"Kau kerjakan..."
"Aku tidak mau, lebih baik aku pergi dan tinggal di mansion ku sendiri dari pada menjadi seorang pelayan!" potong Cleo dengan cepat.
Membuat Kenan menghela napasnya dengan kasar. Kini ia tahu hobi dari seorang Cleopatra Mateo adalah memotong pembicaraan orang lain. Jika saja masalah ini tidak berdampak pada dirinya sendiri, maka sudah sejak awal Kenan memutus sambungan telepon tersebut, dari pada harus pusing mendengar ocehan wanita itu.
"Sudah selesai?" tanya Kenan untuk yang ke-dua kalinya.
Cleo lagi-lagi menganggukkan kepalanya.
"Aku tidak mendengar jawabanmu!" ucap Kenan sambil menyandarkan punggungnya di kursi kerja.
"Iya aku sudah selesai," sahut Cleo dengan ketus.
"Kau kerjakan saja semua tugas itu, dan —"
"Aku bilang aku tidak mau, sekarang lebih baik aku berkemas untuk pergi—"
Brak.
Cleo terdiam saat mendengar suara gebrakan meja yang begitu keras, yang ia yakini berasal dari tempat Kenan.
"Dengar baik-baik! Kalau kau mau pergi silahkan! Tapi kau harus ingat untuk mengganti uang tunjangan sepuluh kali lipat." Ucap Kenan dengan kesal karena sudah dua kali Cleo memotong pembicaraannya.
"Kau pasti tidak membaca berkas itu sampai selesai?" Kenan lagi-lagi menghela napasnya.
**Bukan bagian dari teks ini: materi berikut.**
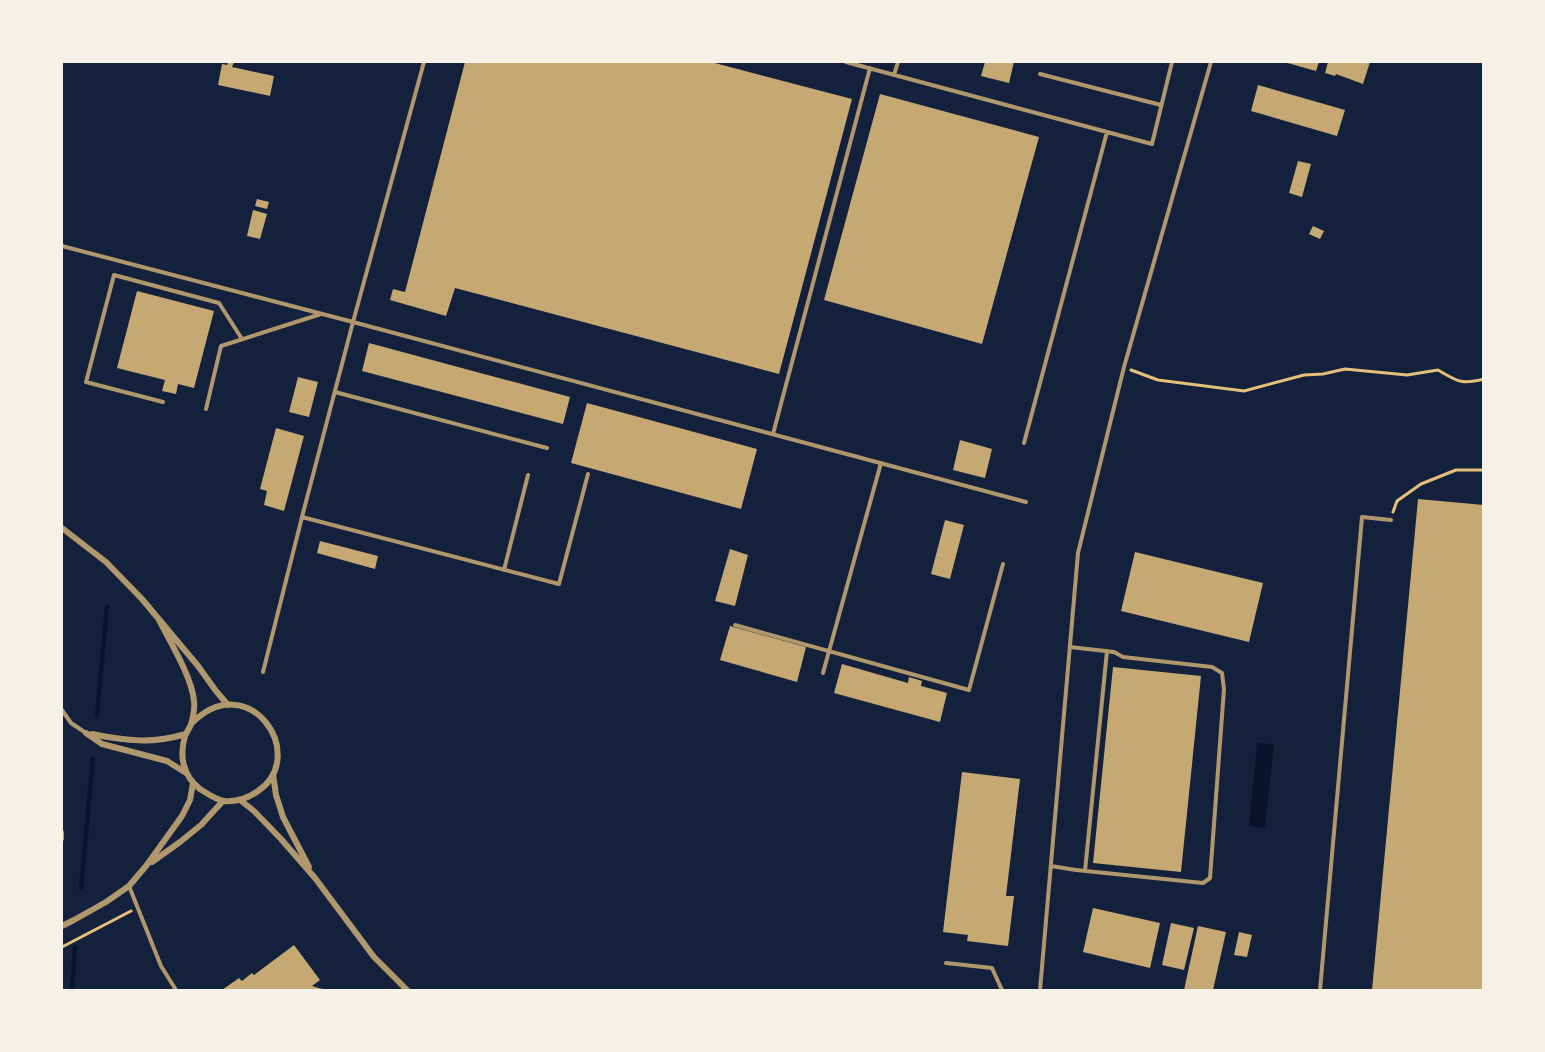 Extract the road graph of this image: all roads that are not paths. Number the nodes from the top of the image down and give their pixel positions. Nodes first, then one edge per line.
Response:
1 (424, 62) edge
2 (846, 62) edge
3 (898, 62) edge
4 (1172, 62) edge
5 (1211, 62) edge
6 (870, 68) junction
7 (1040, 74) dead end
8 (894, 75) junction
9 (1161, 105) junction
10 (1107, 132) junction
11 (62, 246) edge
12 (322, 314) junction
13 (353, 322) junction
14 (243, 339) junction
15 (335, 392) junction
16 (163, 402) dead end
17 (206, 409) dead end
18 (773, 434) junction
19 (1024, 443) dead end
20 (547, 448) dead end
21 (881, 463) junction
22 (588, 474) dead end
23 (528, 476) dead end
24 (1026, 502) dead end
25 (302, 517) junction
26 (1390, 520) road end
27 (62, 528) edge
28 (1003, 564) dead end
29 (504, 570) junction
30 (158, 618) junction
31 (735, 625) dead end
32 (1070, 647) junction
33 (829, 651) junction
34 (1107, 651) junction
35 (262, 672) dead end
36 (823, 673) dead end
37 (228, 705) junction
38 (62, 710) edge
39 (191, 724) junction
40 (86, 733) junction
41 (186, 734) junction
42 (186, 773) junction
43 (273, 773) junction
44 (193, 783) junction
45 (240, 800) junction
46 (223, 801) junction
47 (62, 832) edge
48 (62, 839) edge
49 (146, 866) junction
50 (1051, 866) junction
51 (1085, 871) junction
52 (315, 878) junction
53 (129, 886) junction
54 (62, 926) edge
55 (946, 963) dead end
56 (176, 990) edge
57 (407, 990) edge
58 (1002, 990) edge
59 (1040, 990) edge
60 (1320, 990) edge

1 - 13 lane
2 - 6 lane
3 - 8 lane
4 - 9 lane
5 - 32 lane
6 - 8 lane
6 - 18 lane
7 - 9 lane
8 - 10 lane
9 - 10 lane
10 - 19 lane
11 - 12 lane
12 - 13 lane
12 - 14 lane
13 - 15 lane
13 - 18 lane
14 - 16 lane
14 - 17 lane
15 - 20 lane
15 - 25 lane
18 - 21 lane
21 - 24 lane
21 - 33 lane
22 - 29 lane
23 - 29 lane
25 - 29 lane
25 - 35 lane
26 - 60 lane
27 - 30 street
28 - 33 lane
30 - 37 street
30 - 39 street
31 - 33 lane
32 - 34 lane
32 - 50 lane
33 - 36 lane
34 - 51 lane
34 - 51 lane
37 - 39 street
37 - 43 street
38 - 40 lane
39 - 41 street
40 - 41 street
40 - 42 street
41 - 42 street
42 - 44 street
43 - 45 street
43 - 52 street
44 - 46 street
44 - 49 street
45 - 46 street
45 - 52 street
46 - 49 street
47 - 48 lane
49 - 53 street
50 - 51 lane
50 - 59 lane
52 - 57 street
53 - 54 street
53 - 56 lane
55 - 58 lane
Tenyata menghadapi Cleopatra yang cantik, sexy, dan pemberani dengan segudang kekurangannya itu sangat melelahkan, dari pada menghadapi tingkah manja Kaylin.
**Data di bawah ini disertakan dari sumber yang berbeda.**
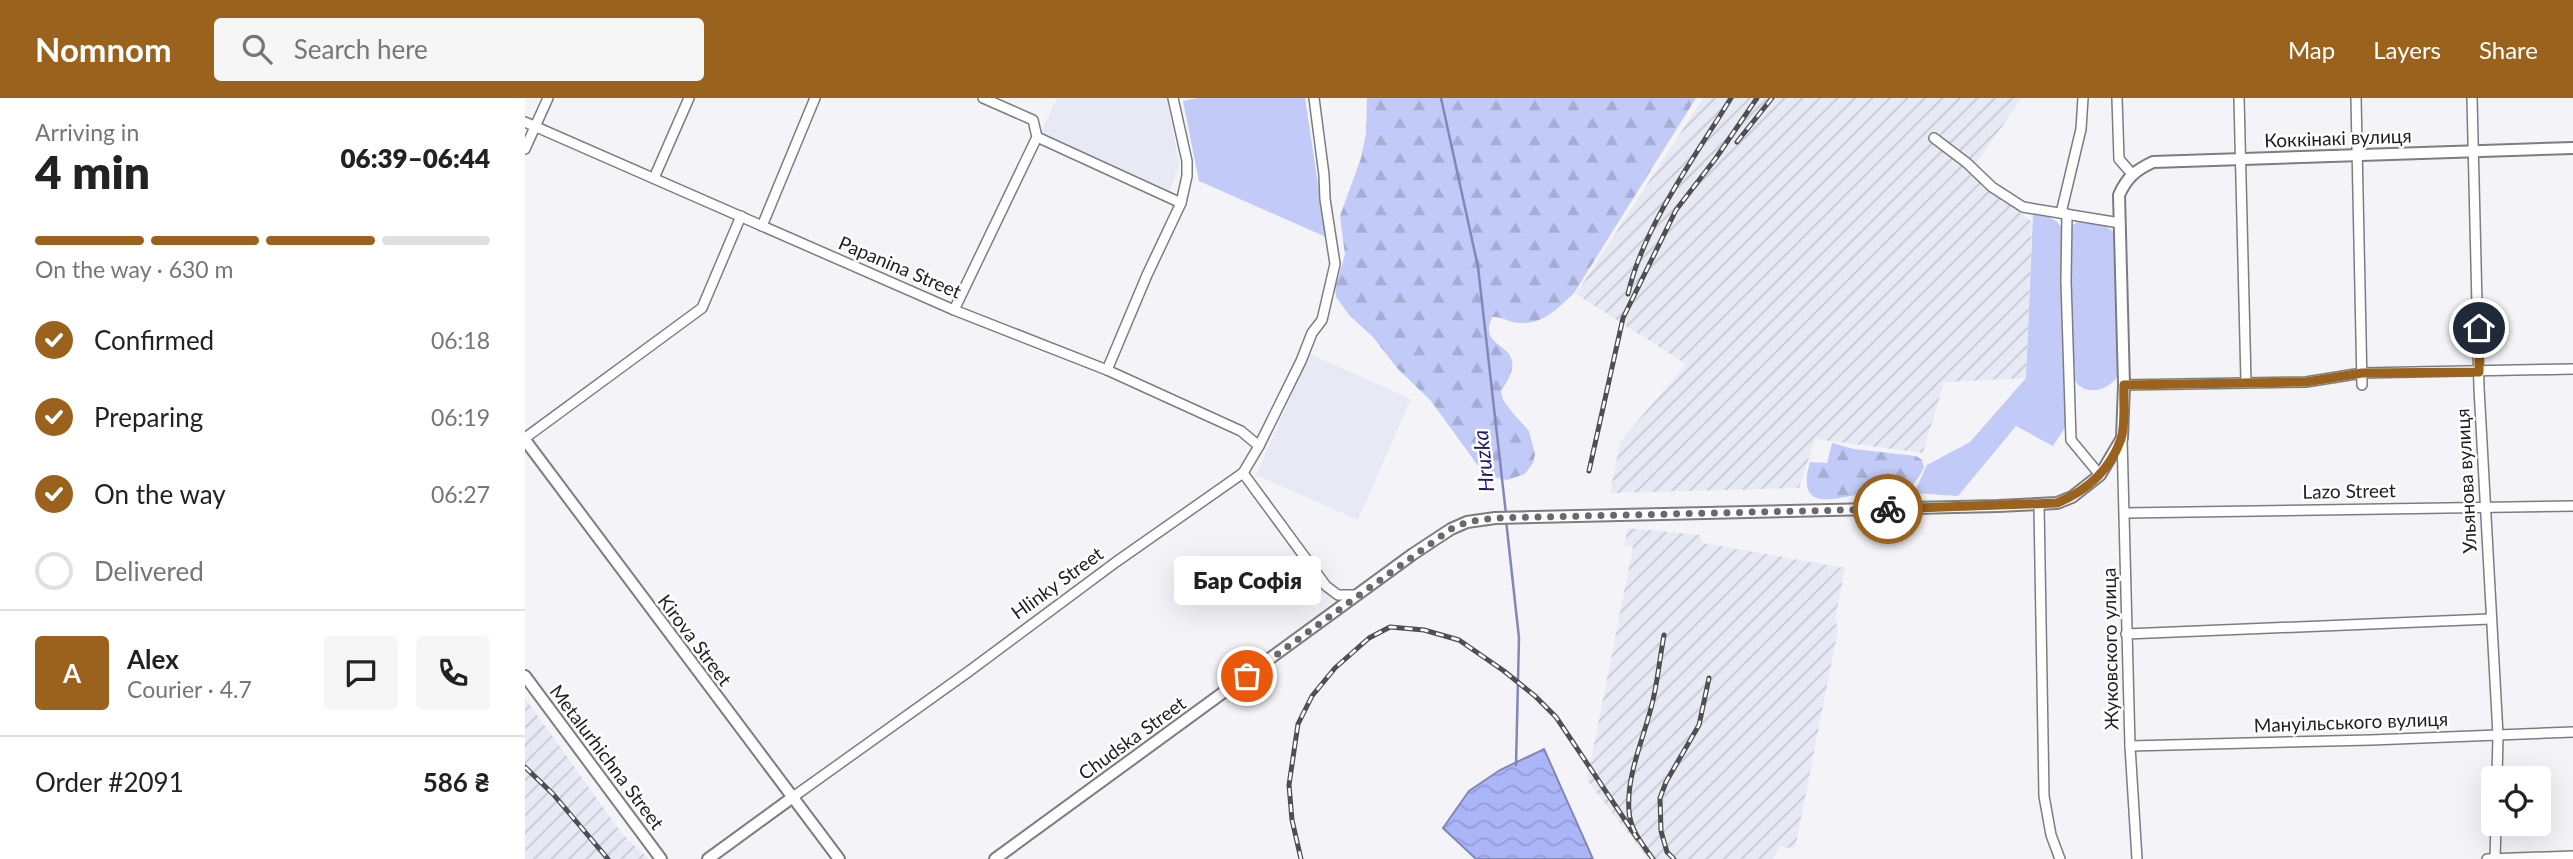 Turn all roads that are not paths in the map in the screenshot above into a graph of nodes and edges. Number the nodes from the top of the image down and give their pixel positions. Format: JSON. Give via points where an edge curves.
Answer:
{"nodes":[{"id":1,"x":548,"y":98,"type":"edge"},
{"id":2,"x":689,"y":98,"type":"edge"},
{"id":3,"x":815,"y":98,"type":"edge"},
{"id":4,"x":983,"y":98,"type":"edge"},
{"id":5,"x":1173,"y":98,"type":"edge"},
{"id":6,"x":1314,"y":98,"type":"edge"},
{"id":7,"x":2083,"y":98,"type":"edge"},
{"id":8,"x":2117,"y":98,"type":"edge"},
{"id":9,"x":2239,"y":98,"type":"edge"},
{"id":10,"x":2355,"y":98,"type":"edge"},
{"id":11,"x":2472,"y":98,"type":"edge"},
{"id":12,"x":525,"y":122,"type":"edge"},
{"id":13,"x":535,"y":126,"type":"junction"},
{"id":14,"x":1037,"y":137,"type":"junction"},
{"id":15,"x":1934,"y":138,"type":"dead end"},
{"id":16,"x":2573,"y":148,"type":"edge"},
{"id":17,"x":525,"y":149,"type":"edge"},
{"id":18,"x":2474,"y":151,"type":"junction"},
{"id":19,"x":2357,"y":155,"type":"junction"},
{"id":20,"x":2239,"y":159,"type":"junction"},
{"id":21,"x":2132,"y":174,"type":"junction"},
{"id":22,"x":654,"y":178,"type":"junction"},
{"id":23,"x":1181,"y":202,"type":"junction"},
{"id":24,"x":2064,"y":214,"type":"junction"},
{"id":25,"x":741,"y":216,"type":"junction"},
{"id":26,"x":2120,"y":223,"type":"junction"},
{"id":27,"x":762,"y":226,"type":"junction"},
{"id":28,"x":954,"y":310,"type":"junction"},
{"id":29,"x":2573,"y":369,"type":"edge"},
{"id":30,"x":1107,"y":370,"type":"junction"},
{"id":31,"x":2479,"y":372,"type":"junction"},
{"id":32,"x":2362,"y":373,"type":"junction"},
{"id":33,"x":2246,"y":382,"type":"junction"},
{"id":34,"x":2124,"y":385,"type":"junction"},
{"id":35,"x":2362,"y":385,"type":"dead end"},
{"id":36,"x":2122,"y":438,"type":"junction"},
{"id":37,"x":525,"y":439,"type":"edge"},
{"id":38,"x":1259,"y":446,"type":"junction"},
{"id":39,"x":1243,"y":473,"type":"junction"},
{"id":40,"x":2100,"y":475,"type":"junction"},
{"id":41,"x":2039,"y":505,"type":"junction"},
{"id":42,"x":2573,"y":506,"type":"edge"},
{"id":43,"x":2484,"y":507,"type":"junction"},
{"id":44,"x":2125,"y":513,"type":"junction"},
{"id":45,"x":1357,"y":595,"type":"junction"},
{"id":46,"x":2490,"y":619,"type":"junction"},
{"id":47,"x":2126,"y":634,"type":"junction"},
{"id":48,"x":525,"y":677,"type":"edge"},
{"id":49,"x":2573,"y":732,"type":"edge"},
{"id":50,"x":2498,"y":735,"type":"junction"},
{"id":51,"x":2130,"y":746,"type":"junction"},
{"id":52,"x":2497,"y":766,"type":"edge"},
{"id":53,"x":793,"y":797,"type":"junction"},
{"id":54,"x":2496,"y":836,"type":"edge"},
{"id":55,"x":2573,"y":856,"type":"edge"},
{"id":56,"x":661,"y":859,"type":"edge"},
{"id":57,"x":708,"y":859,"type":"edge"},
{"id":58,"x":839,"y":859,"type":"edge"},
{"id":59,"x":995,"y":859,"type":"edge"},
{"id":60,"x":2060,"y":859,"type":"edge"},
{"id":61,"x":2137,"y":859,"type":"edge"},
{"id":62,"x":2487,"y":859,"type":"edge"},
{"id":63,"x":2495,"y":859,"type":"edge"}],
"edges":[{"from":1,"to":13,"type":"street"},
{"from":2,"to":22,"type":"street"},
{"from":3,"to":27,"type":"street"},
{"from":4,"to":14,"type":"street","via":[[1033,120]]},
{"from":5,"to":23,"type":"street","via":[[1187,161]]},
{"from":6,"to":38,"type":"street","name":"Hlinky Street","via":[[1335,264],[1322,320]]},
{"from":7,"to":24,"type":"street"},
{"from":8,"to":21,"type":"street","via":[[2119,159]]},
{"from":9,"to":20,"type":"street"},
{"from":10,"to":19,"type":"street"},
{"from":11,"to":18,"type":"street","name":"Ульянова вулиця"},
{"from":12,"to":13,"type":"street","name":"Papanina Street"},
{"from":13,"to":17,"type":"street"},
{"from":13,"to":22,"type":"street","name":"Papanina Street"},
{"from":14,"to":23,"type":"street"},
{"from":14,"to":28,"type":"street"},
{"from":15,"to":24,"type":"street","via":[[2023,207]]},
{"from":16,"to":18,"type":"street","name":"Коккінакі вулиця"},
{"from":18,"to":19,"type":"street","name":"Коккінакі вулиця"},
{"from":18,"to":31,"type":"street","name":"Ульянова вулиця"},
{"from":19,"to":20,"type":"street","name":"Коккінакі вулиця"},
{"from":19,"to":32,"type":"street"},
{"from":20,"to":21,"type":"street","name":"Коккінакі вулиця","via":[[2153,162]]},
{"from":20,"to":33,"type":"street"},
{"from":21,"to":26,"type":"street","via":[[2119,195]]},
{"from":22,"to":25,"type":"street","name":"Papanina Street"},
{"from":23,"to":30,"type":"street"},
{"from":24,"to":26,"type":"street"},
{"from":24,"to":40,"type":"street","via":[[2071,440]]},
{"from":25,"to":27,"type":"street","name":"Papanina Street"},
{"from":25,"to":37,"type":"street","via":[[702,308]]},
{"from":26,"to":34,"type":"street"},
{"from":27,"to":28,"type":"street","name":"Papanina Street"},
{"from":28,"to":30,"type":"street","name":"Papanina Street"},
{"from":29,"to":31,"type":"street"},
{"from":30,"to":38,"type":"street","name":"Papanina Street","via":[[1241,431]]},
{"from":31,"to":32,"type":"street"},
{"from":31,"to":43,"type":"street","name":"Ульянова вулиця"},
{"from":32,"to":33,"type":"street","via":[[2306,382]]},
{"from":32,"to":35,"type":"street"},
{"from":33,"to":34,"type":"street"},
{"from":34,"to":36,"type":"street"},
{"from":36,"to":40,"type":"street"},
{"from":36,"to":44,"type":"street","name":"Жуковского улица"},
{"from":37,"to":53,"type":"street","name":"Kirova Street"},
{"from":38,"to":39,"type":"street","name":"Hlinky Street"},
{"from":39,"to":45,"type":"street","via":[[1326,586],[1338,595]]},
{"from":39,"to":53,"type":"street","name":"Hlinky Street"},
{"from":40,"to":41,"type":"street","name":"Chudska Street","via":[[2072,497]]},
{"from":41,"to":45,"type":"street","name":"Chudska Street","via":[[1495,518],[1451,529]]},
{"from":41,"to":60,"type":"street","via":[[2043,796]]},
{"from":42,"to":43,"type":"street","name":"Lazo Street"},
{"from":43,"to":44,"type":"street","name":"Lazo Street"},
{"from":43,"to":46,"type":"street","name":"Ульянова вулиця"},
{"from":44,"to":47,"type":"street","name":"Жуковского улица"},
{"from":45,"to":59,"type":"street","name":"Chudska Street"},
{"from":46,"to":47,"type":"street"},
{"from":46,"to":50,"type":"street","name":"Ульянова вулиця"},
{"from":47,"to":51,"type":"street","name":"Жуковского улица"},
{"from":48,"to":56,"type":"street","name":"Metalurhichna Street"},
{"from":49,"to":50,"type":"street","name":"Мануільського вулиця"},
{"from":50,"to":51,"type":"street","name":"Мануільського вулиця"},
{"from":50,"to":52,"type":"street","name":"Ульянова вулиця"},
{"from":51,"to":61,"type":"street","name":"Жуковского улица"},
{"from":53,"to":57,"type":"street","name":"Hlinky Street"},
{"from":53,"to":58,"type":"street","name":"Kirova Street"},
{"from":54,"to":63,"type":"street"},
{"from":55,"to":63,"type":"street"},
{"from":62,"to":63,"type":"street"}]}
"Aku..." Cleo terdiam sambil berpikir dengan keras. "Memangnya ada lagi ya?" Cleo balik bertanya dengan bingung, karena sejujurnya dia tidak membaca sampai selesai. Karena sudah lebih dulu tersulut emosi, saat membaca bagian menjadi ibu rumah tangga pada umumnya.
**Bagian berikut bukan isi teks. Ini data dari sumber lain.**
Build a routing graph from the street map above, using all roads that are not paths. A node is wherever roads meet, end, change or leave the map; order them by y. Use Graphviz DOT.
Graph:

"Dengar Cleopatra, di surat itu tertulis jika kau pindah tempat tinggal tanpa diriku. Kau harus mengganti uang tunjangan sebesar sepuluh kali lipat dari jumlah yang kuberikan."
"What?" pekik Cleo dengan wajah yang terkejut.
"Jadi sekarang kerjakan tugasnya! Gunakan otakmu itu untuk berpikir, jangan hanya bisa digunakan untuk merayu seorang pria!" ucap Kenan dengan dingin, dan langsung menutup ponselnya.
"Ta-tapi.. halo...?" Cleo menatap layar ponselnya yang ternyata sudah dimatikan secara sepihak oleh suaminya. "Oh God, aku benar-benar akan membunuhmu Kenan Meyer!" teriak Cleo dengan sangat emosi, dan hampir saja melempar ponselnya jika saja ponsel itu tidak berdering. "Kenan? Dia pasti ingin menarik ucapannya kembali," Cleo segera mengangkat ponselnya dengan tersenyum.
"Ingat! Jangan pernah menghubungi aku lagi jika itu tidak penting!"
Tut.. Tut.
Cleo yang belum sempat mengatakan apa pun, hanya bisa terdiam saat panggilan tersebut kembali diputus secara sepihak.
"Kenan Meyer!" kali ini Cleo benar-benar melempar ponselnya. Dia begitu marah karena diperlakukan dengan semena-mena oleh Kenan dan juga Kaylin. Terlebih lagi saat mendengar pintu kamarnya diketuk dari luar, dan yang melakukannya tidak lain dan tidak bukan adik iparnya yang tengah berteriak memintanya untuk menyiapkan sarapan. "Sial!" umpat Cleo sembari berpikir, dan entah mengapa perkataan Kenan yang menyuruhnya untuk menggunakan otak kembali melintas dibenaknya. "Ah, kenapa tidak kepikiran dari tadi." Cleo segera mengambil ponsel yang tadi dilemparnya, lalu menghubungi kakak iparnya yang tidak lain dan tidak bukan Baby Arbeto.